Easter Vigil, 2011

- The empty tomb
This Easter Vigil, as I am sure you have realised, is a sacred drama in which we celebrate the triumph of Good over Evil, Light over Darkness. In this drama we have traced the story of our salvation. We have recalled how God intervened again and again in human history in order to make it possible that man should choose, freely choose, to reject evil and embrace good. Each of us knows that we are a curious admixture of darkness and light; it seems to be part of being human. Now, through the saving death and resurrection of Jesus Christ it is possible for all of us to reject the darkness of sin and embrace the light of goodness in this life with the result that we may be blessed by everlasting life with Christ in the presence of his Father. This was always the destiny for which God made us. Now it is an achievable reality once more.
Now that we have traced the history of our salvation we can look forward in the remainder of this Vigil to two further key moments:
The first will follow at the end of this homily. After his resurrection Jesus said to his disciples, ‘Go, ... make disciples of nations; baptise them in the name of the Father and of the Son and of the Holy Spirit, and teach them to observe all the commands I gave you’ (Matt 28.19). We will celebrate the Baptismal Liturgy. This year we are especially blessed because Tommy Foster will be baptised into the Body of Christ. We will be witnesses to this joyful moment in his life. Then each of us will recall our own baptism and we will renew our baptismal promises. We will do this knowing that a Christian life lived to the full inevitably attracts other men and women into the life of the Risen Lord.

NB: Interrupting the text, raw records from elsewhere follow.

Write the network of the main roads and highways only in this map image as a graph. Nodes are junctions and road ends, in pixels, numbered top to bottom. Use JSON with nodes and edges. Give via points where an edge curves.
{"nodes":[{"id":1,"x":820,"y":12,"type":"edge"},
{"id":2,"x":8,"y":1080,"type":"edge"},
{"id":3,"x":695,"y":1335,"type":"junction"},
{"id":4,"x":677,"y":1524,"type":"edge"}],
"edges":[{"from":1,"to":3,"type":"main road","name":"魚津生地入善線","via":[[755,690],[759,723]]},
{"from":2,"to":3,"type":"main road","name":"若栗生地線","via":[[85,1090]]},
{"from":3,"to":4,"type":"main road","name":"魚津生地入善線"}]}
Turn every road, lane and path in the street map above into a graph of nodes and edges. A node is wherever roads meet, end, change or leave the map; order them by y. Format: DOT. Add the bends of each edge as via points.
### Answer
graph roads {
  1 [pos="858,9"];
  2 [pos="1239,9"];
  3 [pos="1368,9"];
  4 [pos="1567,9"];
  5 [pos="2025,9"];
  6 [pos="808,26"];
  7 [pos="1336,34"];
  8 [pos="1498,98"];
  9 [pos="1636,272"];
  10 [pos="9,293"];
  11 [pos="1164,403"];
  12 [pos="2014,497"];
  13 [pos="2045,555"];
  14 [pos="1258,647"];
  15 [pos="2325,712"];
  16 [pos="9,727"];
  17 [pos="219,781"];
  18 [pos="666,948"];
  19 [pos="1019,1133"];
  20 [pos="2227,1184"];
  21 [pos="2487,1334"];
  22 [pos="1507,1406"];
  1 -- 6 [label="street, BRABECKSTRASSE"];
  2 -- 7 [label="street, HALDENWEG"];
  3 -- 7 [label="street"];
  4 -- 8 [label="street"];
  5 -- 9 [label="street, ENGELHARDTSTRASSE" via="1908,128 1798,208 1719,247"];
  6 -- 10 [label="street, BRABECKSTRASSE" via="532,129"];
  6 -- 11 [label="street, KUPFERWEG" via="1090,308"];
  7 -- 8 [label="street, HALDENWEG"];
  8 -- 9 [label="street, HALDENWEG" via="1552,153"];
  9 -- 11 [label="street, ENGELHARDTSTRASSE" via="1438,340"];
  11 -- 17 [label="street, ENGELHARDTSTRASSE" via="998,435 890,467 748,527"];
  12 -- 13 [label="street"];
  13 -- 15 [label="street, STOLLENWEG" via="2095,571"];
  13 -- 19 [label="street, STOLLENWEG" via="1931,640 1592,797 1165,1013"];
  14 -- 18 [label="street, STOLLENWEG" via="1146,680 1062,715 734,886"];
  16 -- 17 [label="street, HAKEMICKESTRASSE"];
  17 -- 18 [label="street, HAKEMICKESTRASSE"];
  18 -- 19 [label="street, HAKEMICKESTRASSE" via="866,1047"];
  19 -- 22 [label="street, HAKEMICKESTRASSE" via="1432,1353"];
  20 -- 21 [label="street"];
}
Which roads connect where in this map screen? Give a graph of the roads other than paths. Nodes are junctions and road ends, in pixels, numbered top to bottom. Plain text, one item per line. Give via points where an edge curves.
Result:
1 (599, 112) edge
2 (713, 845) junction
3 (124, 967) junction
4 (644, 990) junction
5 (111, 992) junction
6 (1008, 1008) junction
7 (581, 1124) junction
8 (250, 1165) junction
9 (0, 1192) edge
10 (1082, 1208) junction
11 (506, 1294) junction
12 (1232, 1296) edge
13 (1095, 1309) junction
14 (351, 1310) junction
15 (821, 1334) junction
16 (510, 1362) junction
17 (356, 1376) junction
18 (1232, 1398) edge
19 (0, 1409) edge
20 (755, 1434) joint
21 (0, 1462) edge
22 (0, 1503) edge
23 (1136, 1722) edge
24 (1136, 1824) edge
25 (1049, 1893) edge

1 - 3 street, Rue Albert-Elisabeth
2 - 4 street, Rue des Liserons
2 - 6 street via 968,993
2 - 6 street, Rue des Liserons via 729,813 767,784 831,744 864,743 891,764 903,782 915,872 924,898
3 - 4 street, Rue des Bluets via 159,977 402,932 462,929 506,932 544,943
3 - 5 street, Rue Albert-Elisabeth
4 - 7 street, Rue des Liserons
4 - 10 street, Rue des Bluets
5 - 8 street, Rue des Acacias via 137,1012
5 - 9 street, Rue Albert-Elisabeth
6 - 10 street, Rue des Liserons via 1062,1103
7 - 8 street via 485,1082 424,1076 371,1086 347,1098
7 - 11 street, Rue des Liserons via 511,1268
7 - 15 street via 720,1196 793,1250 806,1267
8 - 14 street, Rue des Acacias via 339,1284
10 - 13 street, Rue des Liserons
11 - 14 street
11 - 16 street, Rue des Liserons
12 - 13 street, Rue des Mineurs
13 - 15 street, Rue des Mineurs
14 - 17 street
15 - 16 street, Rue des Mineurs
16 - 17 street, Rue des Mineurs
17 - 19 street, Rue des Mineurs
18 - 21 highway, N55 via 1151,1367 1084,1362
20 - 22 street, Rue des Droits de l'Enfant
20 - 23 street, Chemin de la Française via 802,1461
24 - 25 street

The second important moment follows a little later in our Vigil when we fulfil the command Jesus gave his disciples at the Last Supper, ‘Do this in memory of me’ (cf 1 Cor 11.25). When we eat the Body of the Lord and drink his Blood we share in the life of our Risen Lord and so are empowered to live the kind of life to which we vowed ourselves in our baptismal promises.
Dear Friends, the life to which we are vowing ourselves is a life of Faith. The reality we hold most dear; everlasting life in our heavenly homeland in the presence of God and his angels and saints; lies on the other side of the doorway formed by our human death. Because everlasting life is in the future, it is all too easy for us to be seduced by the promise of good things now away from a life of light and goodness into a lesser good, even, sometimes, into evil. None of us is exempt from temptation; all of us can fall into sin. It is for this reason that we need each other. We have been united by our common baptism, united by the life of Christ which is within each one of us, and which is renewed when we receive his Body and Blood in Holy Communion. If we share our lived experience of faith we are able to see Christ’s life growing within each other. We can encourage others in their life of faith and we, too, are encouraged to persevere in the Way we have embraced. I urge you, then, in the coming weeks and months to share your Christian life with others in order that together we may build up Christ’s Body on earth so that all mankind may come to know something of the richness of the life to which almighty God is calling them.